【竹中半兵衛】



「……参ったね」
 半兵衛の一言に、彼女は固まった。受け取って貰えないかもしれないと思ってはいたけれど、勇気を出して渡したチョコレート。でも、いざ本人を目の前にして断られるとなると、さすがにショックが大きかった。
「……すみません」
 泣きそうになるのを堪えて謝ると、半兵衛が深いため息を吐いた。
「うーん……予定とは違うけど、しょうがないか」
 そう残して半兵衛はどこかへと行ってしまう。彼女はその背中を縋るように見つめ続けた。
 

 ――しばらく経っても半兵衛は一向に戻ってこない。呆然とした彼女が諦めて帰ろうとした時、半兵衛がコツコツと踵を鳴らして戻ってきた。――その腕には、鮮やかな花束が抱えられていた。
「……本当は僕の方から渡したかったんだけど。君はなかなか僕の策通りには動いてくれないね」
「……え?」
「ほら、向こうの国では男性から女性に花を贈るものだろう?」
 彼女はまだ状況がわかっていないようだ。ぱちぱちと何度も瞬きをして、半兵衛の腕の花束を見つめている。
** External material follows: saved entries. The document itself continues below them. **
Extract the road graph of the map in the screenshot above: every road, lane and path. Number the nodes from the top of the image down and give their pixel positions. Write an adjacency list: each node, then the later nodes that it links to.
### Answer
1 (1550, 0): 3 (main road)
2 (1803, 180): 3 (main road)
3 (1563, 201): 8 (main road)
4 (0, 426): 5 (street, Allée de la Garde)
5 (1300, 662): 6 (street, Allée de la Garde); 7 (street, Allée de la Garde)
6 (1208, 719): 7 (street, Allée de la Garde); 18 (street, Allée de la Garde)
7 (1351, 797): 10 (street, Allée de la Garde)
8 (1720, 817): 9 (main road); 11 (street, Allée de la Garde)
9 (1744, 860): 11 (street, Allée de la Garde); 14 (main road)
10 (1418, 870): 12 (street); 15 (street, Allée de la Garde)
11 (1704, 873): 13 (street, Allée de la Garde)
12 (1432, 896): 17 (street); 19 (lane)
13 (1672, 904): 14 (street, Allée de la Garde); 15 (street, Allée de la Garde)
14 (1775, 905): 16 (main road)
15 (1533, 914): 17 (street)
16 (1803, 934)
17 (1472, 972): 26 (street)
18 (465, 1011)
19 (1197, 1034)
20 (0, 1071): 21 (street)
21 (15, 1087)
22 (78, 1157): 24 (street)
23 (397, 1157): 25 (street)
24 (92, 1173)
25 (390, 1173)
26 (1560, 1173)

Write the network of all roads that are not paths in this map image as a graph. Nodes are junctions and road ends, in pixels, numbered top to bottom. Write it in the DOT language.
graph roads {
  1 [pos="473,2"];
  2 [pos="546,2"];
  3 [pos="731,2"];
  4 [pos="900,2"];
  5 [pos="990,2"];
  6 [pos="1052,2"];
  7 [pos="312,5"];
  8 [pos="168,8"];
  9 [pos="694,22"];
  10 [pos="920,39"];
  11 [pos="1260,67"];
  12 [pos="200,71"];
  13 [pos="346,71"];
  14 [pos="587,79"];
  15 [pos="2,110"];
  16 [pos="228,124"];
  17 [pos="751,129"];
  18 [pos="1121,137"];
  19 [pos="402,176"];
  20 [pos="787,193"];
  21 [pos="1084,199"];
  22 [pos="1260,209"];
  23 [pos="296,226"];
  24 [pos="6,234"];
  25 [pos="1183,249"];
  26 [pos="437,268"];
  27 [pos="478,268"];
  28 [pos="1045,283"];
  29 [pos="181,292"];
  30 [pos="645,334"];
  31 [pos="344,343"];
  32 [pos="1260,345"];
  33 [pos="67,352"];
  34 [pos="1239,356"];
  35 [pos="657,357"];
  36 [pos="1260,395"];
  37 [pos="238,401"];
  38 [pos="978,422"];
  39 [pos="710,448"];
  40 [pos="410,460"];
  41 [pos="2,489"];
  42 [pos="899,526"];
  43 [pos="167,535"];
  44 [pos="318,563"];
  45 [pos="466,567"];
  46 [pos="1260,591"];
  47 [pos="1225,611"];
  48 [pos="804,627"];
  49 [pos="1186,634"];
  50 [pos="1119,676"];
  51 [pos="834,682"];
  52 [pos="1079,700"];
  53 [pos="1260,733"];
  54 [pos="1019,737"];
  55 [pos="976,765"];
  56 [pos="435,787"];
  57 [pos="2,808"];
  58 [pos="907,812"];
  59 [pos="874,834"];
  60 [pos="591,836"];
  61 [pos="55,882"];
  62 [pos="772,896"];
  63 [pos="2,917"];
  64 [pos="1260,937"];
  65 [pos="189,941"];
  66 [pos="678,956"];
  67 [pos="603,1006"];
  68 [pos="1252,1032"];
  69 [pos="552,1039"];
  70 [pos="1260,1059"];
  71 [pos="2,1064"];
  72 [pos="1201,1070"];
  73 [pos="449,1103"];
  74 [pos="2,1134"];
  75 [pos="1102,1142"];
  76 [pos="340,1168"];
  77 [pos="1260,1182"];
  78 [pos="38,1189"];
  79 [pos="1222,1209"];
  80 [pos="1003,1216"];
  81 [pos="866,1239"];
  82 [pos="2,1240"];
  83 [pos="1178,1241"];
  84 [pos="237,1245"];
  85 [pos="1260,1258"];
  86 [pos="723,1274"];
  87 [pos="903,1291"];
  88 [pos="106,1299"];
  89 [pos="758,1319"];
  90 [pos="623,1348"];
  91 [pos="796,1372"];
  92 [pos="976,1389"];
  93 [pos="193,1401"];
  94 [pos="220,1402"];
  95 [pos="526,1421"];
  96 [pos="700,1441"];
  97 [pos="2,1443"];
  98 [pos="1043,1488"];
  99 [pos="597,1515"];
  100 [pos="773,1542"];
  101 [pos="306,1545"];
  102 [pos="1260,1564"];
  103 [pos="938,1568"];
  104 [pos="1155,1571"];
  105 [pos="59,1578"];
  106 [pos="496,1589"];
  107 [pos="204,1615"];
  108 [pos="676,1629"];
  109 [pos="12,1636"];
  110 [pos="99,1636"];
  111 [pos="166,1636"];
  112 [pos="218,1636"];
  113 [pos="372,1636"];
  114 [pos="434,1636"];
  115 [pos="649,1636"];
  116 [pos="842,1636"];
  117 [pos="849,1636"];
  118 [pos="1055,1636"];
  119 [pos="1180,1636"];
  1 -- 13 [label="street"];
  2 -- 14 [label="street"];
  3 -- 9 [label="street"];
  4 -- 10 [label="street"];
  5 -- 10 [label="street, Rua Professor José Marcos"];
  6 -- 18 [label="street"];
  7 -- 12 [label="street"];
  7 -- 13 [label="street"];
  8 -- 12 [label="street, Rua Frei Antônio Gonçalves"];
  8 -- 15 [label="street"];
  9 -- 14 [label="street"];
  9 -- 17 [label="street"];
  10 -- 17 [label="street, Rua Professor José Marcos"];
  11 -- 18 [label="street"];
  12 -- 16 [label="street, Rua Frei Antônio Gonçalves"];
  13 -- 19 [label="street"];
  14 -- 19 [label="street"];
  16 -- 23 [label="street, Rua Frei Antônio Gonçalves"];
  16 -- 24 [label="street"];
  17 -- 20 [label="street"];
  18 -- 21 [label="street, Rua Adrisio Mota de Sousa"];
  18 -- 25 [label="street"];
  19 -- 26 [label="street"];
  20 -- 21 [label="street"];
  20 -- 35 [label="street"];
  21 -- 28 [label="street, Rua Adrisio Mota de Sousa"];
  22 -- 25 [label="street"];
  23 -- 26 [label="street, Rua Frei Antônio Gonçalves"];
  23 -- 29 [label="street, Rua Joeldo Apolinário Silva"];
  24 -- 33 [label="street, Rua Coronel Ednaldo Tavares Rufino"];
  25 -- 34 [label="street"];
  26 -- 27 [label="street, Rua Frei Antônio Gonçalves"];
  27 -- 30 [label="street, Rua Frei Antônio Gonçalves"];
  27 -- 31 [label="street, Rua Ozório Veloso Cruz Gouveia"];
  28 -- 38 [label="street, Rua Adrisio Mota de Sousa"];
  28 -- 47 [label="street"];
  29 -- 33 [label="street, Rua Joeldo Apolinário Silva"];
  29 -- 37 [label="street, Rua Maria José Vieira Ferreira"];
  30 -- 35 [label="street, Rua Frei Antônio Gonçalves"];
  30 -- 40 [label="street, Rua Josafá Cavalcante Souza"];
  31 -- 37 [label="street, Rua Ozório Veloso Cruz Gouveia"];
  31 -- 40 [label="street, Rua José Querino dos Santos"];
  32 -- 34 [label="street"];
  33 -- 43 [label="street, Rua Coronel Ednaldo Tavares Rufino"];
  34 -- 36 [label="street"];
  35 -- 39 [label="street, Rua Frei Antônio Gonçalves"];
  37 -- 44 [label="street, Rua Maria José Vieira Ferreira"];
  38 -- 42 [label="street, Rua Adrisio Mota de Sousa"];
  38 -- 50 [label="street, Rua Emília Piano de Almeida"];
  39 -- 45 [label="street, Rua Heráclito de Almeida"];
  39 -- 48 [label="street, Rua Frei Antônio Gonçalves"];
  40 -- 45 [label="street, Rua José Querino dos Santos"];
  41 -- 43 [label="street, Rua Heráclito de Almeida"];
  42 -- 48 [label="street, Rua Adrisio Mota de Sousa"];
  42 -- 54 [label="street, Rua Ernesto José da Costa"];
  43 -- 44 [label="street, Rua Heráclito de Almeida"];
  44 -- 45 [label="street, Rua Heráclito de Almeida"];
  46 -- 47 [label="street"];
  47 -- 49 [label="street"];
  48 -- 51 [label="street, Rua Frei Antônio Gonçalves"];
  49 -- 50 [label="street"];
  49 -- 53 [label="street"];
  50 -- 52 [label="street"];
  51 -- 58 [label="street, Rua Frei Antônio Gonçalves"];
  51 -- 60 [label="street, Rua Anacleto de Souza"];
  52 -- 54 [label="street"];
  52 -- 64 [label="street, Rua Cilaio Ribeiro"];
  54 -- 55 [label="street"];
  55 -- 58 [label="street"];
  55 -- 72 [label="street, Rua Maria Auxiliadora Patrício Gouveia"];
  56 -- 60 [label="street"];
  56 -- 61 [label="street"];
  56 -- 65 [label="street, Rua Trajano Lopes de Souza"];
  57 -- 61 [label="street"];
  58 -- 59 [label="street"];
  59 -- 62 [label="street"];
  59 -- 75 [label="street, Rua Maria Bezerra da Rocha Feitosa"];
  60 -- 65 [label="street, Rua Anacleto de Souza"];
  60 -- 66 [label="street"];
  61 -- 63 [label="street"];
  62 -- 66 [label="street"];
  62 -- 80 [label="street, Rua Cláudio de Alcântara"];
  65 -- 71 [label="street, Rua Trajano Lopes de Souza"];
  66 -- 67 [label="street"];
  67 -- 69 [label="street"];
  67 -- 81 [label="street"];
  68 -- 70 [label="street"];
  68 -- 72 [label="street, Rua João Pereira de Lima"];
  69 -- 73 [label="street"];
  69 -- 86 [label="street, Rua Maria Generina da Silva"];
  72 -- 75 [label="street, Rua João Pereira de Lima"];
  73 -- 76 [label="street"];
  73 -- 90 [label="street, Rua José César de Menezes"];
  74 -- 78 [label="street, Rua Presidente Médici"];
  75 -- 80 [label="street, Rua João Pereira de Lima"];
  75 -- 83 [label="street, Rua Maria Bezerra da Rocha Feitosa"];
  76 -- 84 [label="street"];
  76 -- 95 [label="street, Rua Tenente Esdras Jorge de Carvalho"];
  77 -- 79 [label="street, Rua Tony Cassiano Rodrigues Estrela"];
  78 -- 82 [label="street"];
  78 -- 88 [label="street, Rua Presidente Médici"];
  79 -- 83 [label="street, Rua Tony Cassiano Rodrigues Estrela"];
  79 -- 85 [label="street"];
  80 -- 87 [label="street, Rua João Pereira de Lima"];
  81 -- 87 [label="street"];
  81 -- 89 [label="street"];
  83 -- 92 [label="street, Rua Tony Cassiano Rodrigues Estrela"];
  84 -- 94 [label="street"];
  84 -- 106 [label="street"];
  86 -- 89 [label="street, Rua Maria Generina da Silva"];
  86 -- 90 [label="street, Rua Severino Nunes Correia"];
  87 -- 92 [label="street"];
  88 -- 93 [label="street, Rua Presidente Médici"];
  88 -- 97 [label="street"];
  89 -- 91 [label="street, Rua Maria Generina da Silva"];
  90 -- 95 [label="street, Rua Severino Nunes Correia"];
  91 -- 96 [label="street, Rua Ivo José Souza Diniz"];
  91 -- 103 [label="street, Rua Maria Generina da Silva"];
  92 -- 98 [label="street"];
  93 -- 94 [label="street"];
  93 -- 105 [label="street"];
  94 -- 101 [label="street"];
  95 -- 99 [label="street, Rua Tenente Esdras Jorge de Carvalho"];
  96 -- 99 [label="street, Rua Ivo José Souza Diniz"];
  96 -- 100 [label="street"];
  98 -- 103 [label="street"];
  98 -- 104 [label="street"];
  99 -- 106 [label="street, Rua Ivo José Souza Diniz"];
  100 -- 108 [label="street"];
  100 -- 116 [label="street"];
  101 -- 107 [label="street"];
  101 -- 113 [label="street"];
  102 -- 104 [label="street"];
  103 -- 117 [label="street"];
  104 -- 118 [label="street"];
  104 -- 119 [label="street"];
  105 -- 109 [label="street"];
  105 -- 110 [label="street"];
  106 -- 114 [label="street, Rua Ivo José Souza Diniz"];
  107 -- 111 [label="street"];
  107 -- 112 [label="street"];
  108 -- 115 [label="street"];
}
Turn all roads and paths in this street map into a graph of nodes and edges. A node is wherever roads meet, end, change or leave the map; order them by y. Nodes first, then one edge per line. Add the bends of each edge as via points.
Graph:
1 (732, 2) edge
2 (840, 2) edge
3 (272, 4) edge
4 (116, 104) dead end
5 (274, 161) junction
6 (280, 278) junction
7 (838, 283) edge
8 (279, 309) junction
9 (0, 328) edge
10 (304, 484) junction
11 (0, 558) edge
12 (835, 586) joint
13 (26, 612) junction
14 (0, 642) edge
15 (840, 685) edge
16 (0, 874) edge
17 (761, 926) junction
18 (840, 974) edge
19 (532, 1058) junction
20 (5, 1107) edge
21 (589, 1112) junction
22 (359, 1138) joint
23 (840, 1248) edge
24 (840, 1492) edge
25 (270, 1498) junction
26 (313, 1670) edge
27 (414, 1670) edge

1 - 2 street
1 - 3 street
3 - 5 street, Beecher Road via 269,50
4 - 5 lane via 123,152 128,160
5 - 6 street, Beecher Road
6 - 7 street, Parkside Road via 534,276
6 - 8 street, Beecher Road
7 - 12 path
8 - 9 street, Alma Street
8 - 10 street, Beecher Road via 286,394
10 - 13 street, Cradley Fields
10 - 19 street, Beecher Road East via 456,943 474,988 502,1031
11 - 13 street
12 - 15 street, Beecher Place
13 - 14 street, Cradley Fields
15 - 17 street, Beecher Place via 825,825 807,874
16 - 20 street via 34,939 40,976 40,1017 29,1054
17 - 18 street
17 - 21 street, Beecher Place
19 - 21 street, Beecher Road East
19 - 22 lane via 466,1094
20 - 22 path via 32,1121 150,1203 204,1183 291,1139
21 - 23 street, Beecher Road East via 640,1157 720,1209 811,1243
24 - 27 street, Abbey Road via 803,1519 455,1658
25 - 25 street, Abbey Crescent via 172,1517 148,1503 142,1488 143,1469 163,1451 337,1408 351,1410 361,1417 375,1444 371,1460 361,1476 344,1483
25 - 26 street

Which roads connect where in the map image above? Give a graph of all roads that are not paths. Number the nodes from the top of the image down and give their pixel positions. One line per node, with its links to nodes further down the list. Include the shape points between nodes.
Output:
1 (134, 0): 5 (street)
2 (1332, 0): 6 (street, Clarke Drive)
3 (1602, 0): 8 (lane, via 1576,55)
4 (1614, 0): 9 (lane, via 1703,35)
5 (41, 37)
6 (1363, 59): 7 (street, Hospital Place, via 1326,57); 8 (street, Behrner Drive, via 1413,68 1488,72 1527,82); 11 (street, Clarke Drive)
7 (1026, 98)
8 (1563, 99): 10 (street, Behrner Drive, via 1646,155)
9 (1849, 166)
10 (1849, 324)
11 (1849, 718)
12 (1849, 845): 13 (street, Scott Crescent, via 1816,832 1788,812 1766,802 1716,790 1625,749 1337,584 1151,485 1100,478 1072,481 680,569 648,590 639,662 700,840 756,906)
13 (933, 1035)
「はぁ……君も鈍いね。これ、君のために選んだんだよ。バレンタインのプレゼント。受け取ってくれるかい?」
 柔らかく微笑んで、半兵衛は彼女に花束を差し出した。彼女はようやく意味を理解したらしく、赤い顔を隠すように、受け取った花束に顔を埋めた。
「……ありがとう……ございます……」
「どういたしまして。こちらこそ、チョコレートありがとう」
 半兵衛がチョコレートをかじる音が、彼女の耳にやけに大きく聞こえた。